• Task statement: The data below is to be repeated in full, exactly as given.

• Stored data:
[Start of section]
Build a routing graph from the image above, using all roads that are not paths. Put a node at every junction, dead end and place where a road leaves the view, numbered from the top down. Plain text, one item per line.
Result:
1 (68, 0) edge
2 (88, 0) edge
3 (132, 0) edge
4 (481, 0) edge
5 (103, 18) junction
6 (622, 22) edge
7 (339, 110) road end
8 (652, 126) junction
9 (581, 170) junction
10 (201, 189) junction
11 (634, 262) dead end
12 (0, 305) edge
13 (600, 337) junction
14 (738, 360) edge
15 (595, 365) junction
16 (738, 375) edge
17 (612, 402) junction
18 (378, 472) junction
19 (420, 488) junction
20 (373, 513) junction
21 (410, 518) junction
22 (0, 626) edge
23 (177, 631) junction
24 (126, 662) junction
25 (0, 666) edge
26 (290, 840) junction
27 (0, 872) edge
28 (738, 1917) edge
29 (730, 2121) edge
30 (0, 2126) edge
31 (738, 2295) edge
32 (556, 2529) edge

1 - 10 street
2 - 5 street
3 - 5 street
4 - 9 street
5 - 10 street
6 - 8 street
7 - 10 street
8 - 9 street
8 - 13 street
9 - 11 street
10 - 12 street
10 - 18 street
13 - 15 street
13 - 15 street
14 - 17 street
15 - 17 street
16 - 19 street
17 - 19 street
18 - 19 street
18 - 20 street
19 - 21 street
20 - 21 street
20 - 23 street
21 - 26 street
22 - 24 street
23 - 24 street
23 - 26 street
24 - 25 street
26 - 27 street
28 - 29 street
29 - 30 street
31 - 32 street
[End of section]
• Solved exercise:
Build a routing graph from the image above, using all roads that are not paths. Put a node at every junction, dead end and place where a road leaves the view, numbered from the top down. Plain text, one item per line.
Result:
1 (68, 0) edge
2 (88, 0) edge
3 (132, 0) edge
4 (481, 0) edge
5 (103, 18) junction
6 (622, 22) edge
7 (339, 110) road end
8 (652, 126) junction
9 (581, 170) junction
10 (201, 189) junction
11 (634, 262) dead end
12 (0, 305) edge
13 (600, 337) junction
14 (738, 360) edge
15 (595, 365) junction
16 (738, 375) edge
17 (612, 402) junction
18 (378, 472) junction
19 (420, 488) junction
20 (373, 513) junction
21 (410, 518) junction
22 (0, 626) edge
23 (177, 631) junction
24 (126, 662) junction
25 (0, 666) edge
26 (290, 840) junction
27 (0, 872) edge
28 (738, 1917) edge
29 (730, 2121) edge
30 (0, 2126) edge
31 (738, 2295) edge
32 (556, 2529) edge

1 - 10 street
2 - 5 street
3 - 5 street
4 - 9 street
5 - 10 street
6 - 8 street
7 - 10 street
8 - 9 street
8 - 13 street
9 - 11 street
10 - 12 street
10 - 18 street
13 - 15 street
13 - 15 street
14 - 17 street
15 - 17 street
16 - 19 street
17 - 19 street
18 - 19 street
18 - 20 street
19 - 21 street
20 - 21 street
20 - 23 street
21 - 26 street
22 - 24 street
23 - 24 street
23 - 26 street
24 - 25 street
26 - 27 street
28 - 29 street
29 - 30 street
31 - 32 street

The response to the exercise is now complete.